Oolong provides support for a wide variety of features, and very good performance, as I said my only problem with Oolong is that it is difficult to use. This is a low-level engine designed for programmers so if you’re just getting into game development I would stay away.

You will find the latest version on google code, there is very little documentation for Oolong, but the community is very active, and you can get answers to many of your questions there. I would recommend Oolong to those looking to create their own game engine looking for something to start with.
Uses the MIT license.

Irrlicht Engine
I mention Irrlicht here only because I received a message from someone stating that it was available on the iPhone. I know that it has been used in the creation of apps already available on the iPhone.

The Irrlicht game engine is a 3D game engine written in C++. While there is no official port available on the Irrlicht website for the iPhone with some tinkering I was able to get the OpenGL ES version running on the iPhone — somewhat. You will find the OpenGL ES version hidden away in the repository.

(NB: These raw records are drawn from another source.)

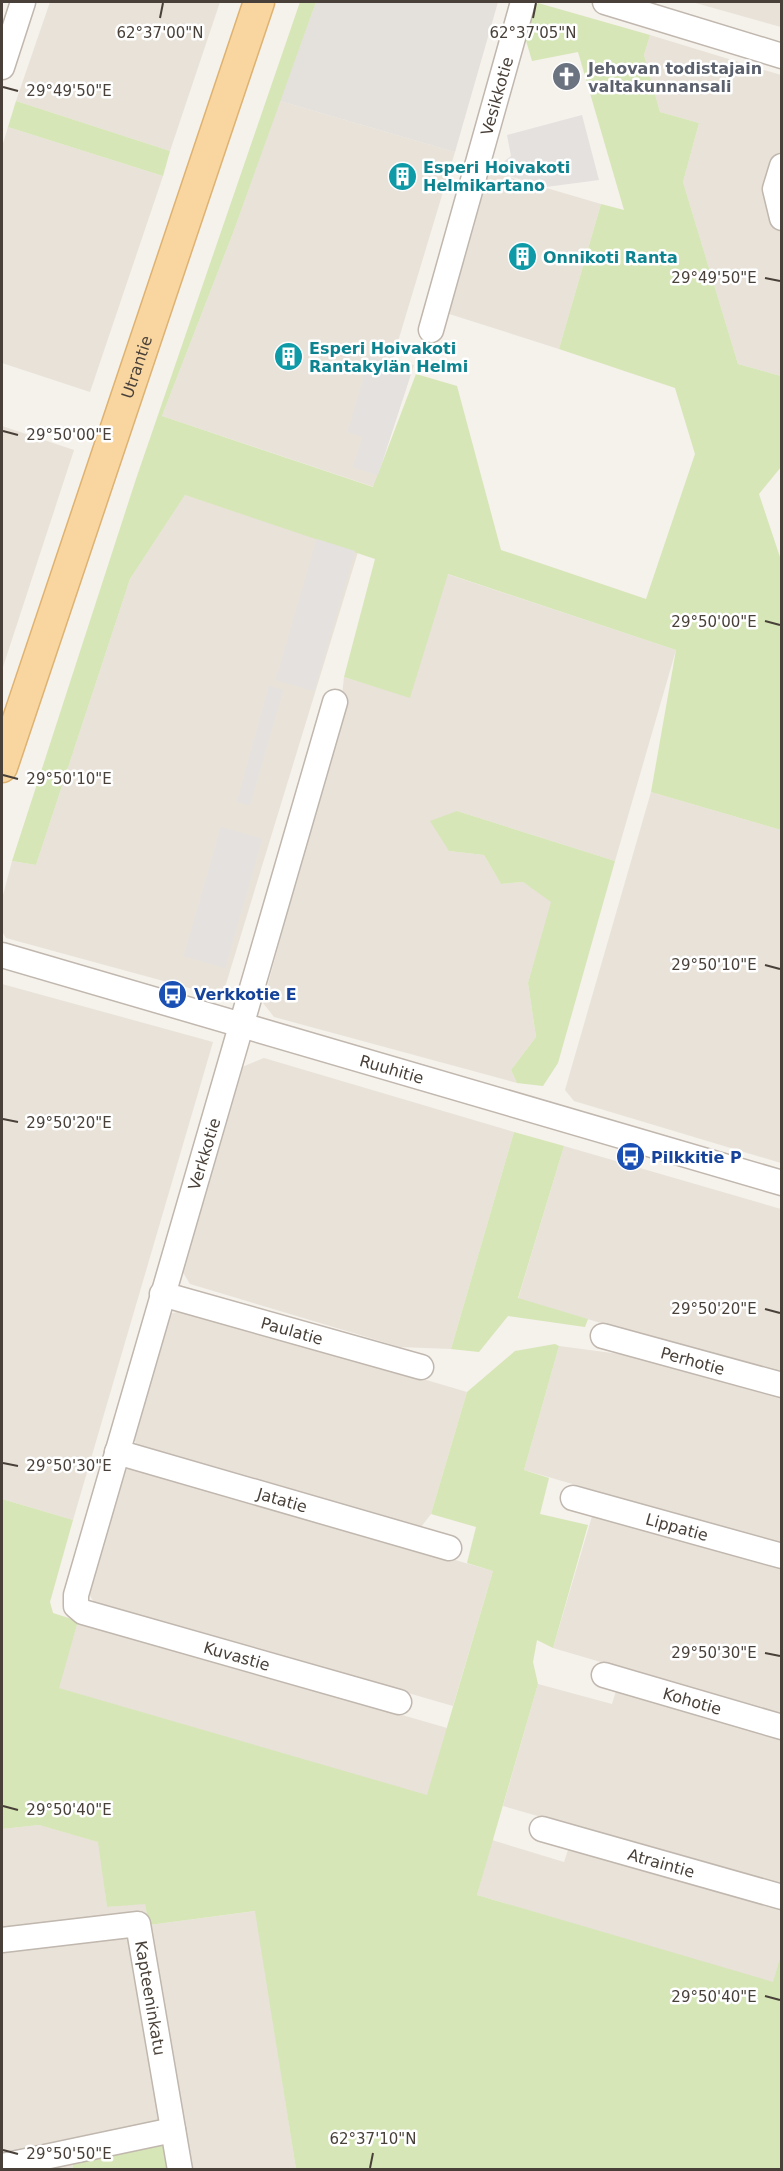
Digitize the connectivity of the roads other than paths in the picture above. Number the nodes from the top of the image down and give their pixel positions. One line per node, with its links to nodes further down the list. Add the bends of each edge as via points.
1 (24, 2): 6 (street)
2 (259, 2): 11 (main road, Utrantie)
3 (523, 2): 9 (street, Vesikkotie)
4 (605, 2): 5 (street)
5 (782, 56)
6 (2, 67)
7 (782, 166): 8 (street, via 775,189)
8 (782, 218)
9 (432, 330)
10 (334, 702): 13 (street, Verkkotie)
11 (2, 767)
12 (2, 955): 13 (street, Ruuhitie)
13 (242, 1027): 14 (street, Ruuhitie); 15 (street, Verkkotie)
14 (782, 1183)
15 (162, 1294): 17 (street, Paulatie); 19 (street, Verkkotie)
16 (603, 1336): 18 (street, Perhotie)
17 (421, 1367)
18 (782, 1385)
19 (117, 1452): 21 (street, Jatatie); 23 (street, Verkkotie)
20 (573, 1498): 22 (street, Lippatie)
21 (449, 1548)
22 (782, 1556)
23 (76, 1606): 25 (street, Kuvastie, via 83,1612)
24 (603, 1675): 26 (street, Kohotie)
25 (399, 1702)
26 (782, 1726)
27 (542, 1829): 28 (street, Atraintie)
28 (782, 1897)
29 (2, 1940): 30 (street, Kapteeninkatu, via 138,1924)
30 (173, 2130): 31 (street); 32 (street, Kapteeninkatu)
31 (2, 2166)
32 (180, 2169)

Irrlicht is an excellent open source engine that has support for an extremely wide variety of file formats, and has the best support for the “classic” BSP format that I've seen in an open source game engine. There are also numerous other tools that have been created for the engine.

All this being said, I can't recommend Irrlicht because there is no official port, and if you check out the forums there really is no one willing to provide help to those looking to get it running on the iPhone although some have created apps running on the iPhone.
The Irrlicht engine uses the Zlib license.

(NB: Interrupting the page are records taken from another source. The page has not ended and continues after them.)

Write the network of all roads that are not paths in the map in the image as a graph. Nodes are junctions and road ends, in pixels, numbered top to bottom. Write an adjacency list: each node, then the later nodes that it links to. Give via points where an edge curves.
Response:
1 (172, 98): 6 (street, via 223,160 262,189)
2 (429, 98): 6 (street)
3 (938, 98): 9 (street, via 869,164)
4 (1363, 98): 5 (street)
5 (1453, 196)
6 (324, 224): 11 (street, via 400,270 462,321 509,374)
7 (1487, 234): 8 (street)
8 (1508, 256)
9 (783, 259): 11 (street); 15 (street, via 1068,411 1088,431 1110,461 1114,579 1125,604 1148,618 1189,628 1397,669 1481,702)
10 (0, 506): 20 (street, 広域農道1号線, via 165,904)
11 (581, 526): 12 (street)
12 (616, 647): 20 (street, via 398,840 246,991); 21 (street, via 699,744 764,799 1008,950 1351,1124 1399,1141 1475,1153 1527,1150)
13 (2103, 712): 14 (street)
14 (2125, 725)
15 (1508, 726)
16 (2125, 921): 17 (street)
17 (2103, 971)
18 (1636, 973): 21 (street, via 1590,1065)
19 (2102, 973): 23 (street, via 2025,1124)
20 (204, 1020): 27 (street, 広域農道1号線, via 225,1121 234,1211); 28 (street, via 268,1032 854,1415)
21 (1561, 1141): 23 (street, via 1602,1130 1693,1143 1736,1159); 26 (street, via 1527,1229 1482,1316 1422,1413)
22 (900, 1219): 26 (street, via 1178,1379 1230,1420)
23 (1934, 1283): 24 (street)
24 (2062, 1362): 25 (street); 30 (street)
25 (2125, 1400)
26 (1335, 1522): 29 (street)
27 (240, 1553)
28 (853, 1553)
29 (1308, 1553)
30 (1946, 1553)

Haxe is a multi-platform language that most notably compiles to SWF and has been used in many Flash games. Because of this ability to compile to SWF you can use Adobe's Flash builder for iOS tool to get your games on iOS devices. If you do things this way it suffers the same performance limitations that Flash CS5 iOS games currently suffer from. You can also compile straight to iOS devices, but you’ll need to hit up their mailing list to figure out exactly how to get things done, and do some figuring yourself.

This is the port of a popular 2D Flixel Flash game framework to iOS Objective-C. So if you have developed a flash game using that framework this should be very helpful to you.

Flixel has not officially been released as an open source project however if you take a look at the release of the open source game MIT-licensed Canabalt you will find their first major attempt at porting the framework to iOS and could be potentially used in your code. There will likely be an open source release soon.

Together These Make One Excellent iPhone Game Tutorial

These tutorials are from 71 squared. They run through the steps to creating a game on the iPhone in tremendous detail, and include source code. Included are in-depth videos.

iPhone Game Programming – Tutorial 1

iPhone Game Programming – Tutorial 2: Image Class

iPhone Game Programming – Tutorial 3: SpriteSheet Class

iPhone Game Programming – Tutorial 4: Bitmap Font Class

iPhone Game Programming – Tutorial 5: Animation Class

iPhone Game Programming – Tutorial 6: Tiled Map Class

iPhone Game Programming – Tutorial 7: Singleton Class

iPhone Game Programming – Tutorial 8: Particle Emitter

iPhone Game Programming – Tutorial 9: Sound Manager

iPhone Game Programming – Tutorial 10: Game Structure

iPhone Game Programming – Tutorial 11: Joypad

In summary, I'd have to say Unity would be the best choice for 3D game engines, the community is unparalleled, and upgrades are frequent.  If you're looking for a free 2D game engine, it appears as though Cocos2D or Sparrow Framework is currently the ideal choice.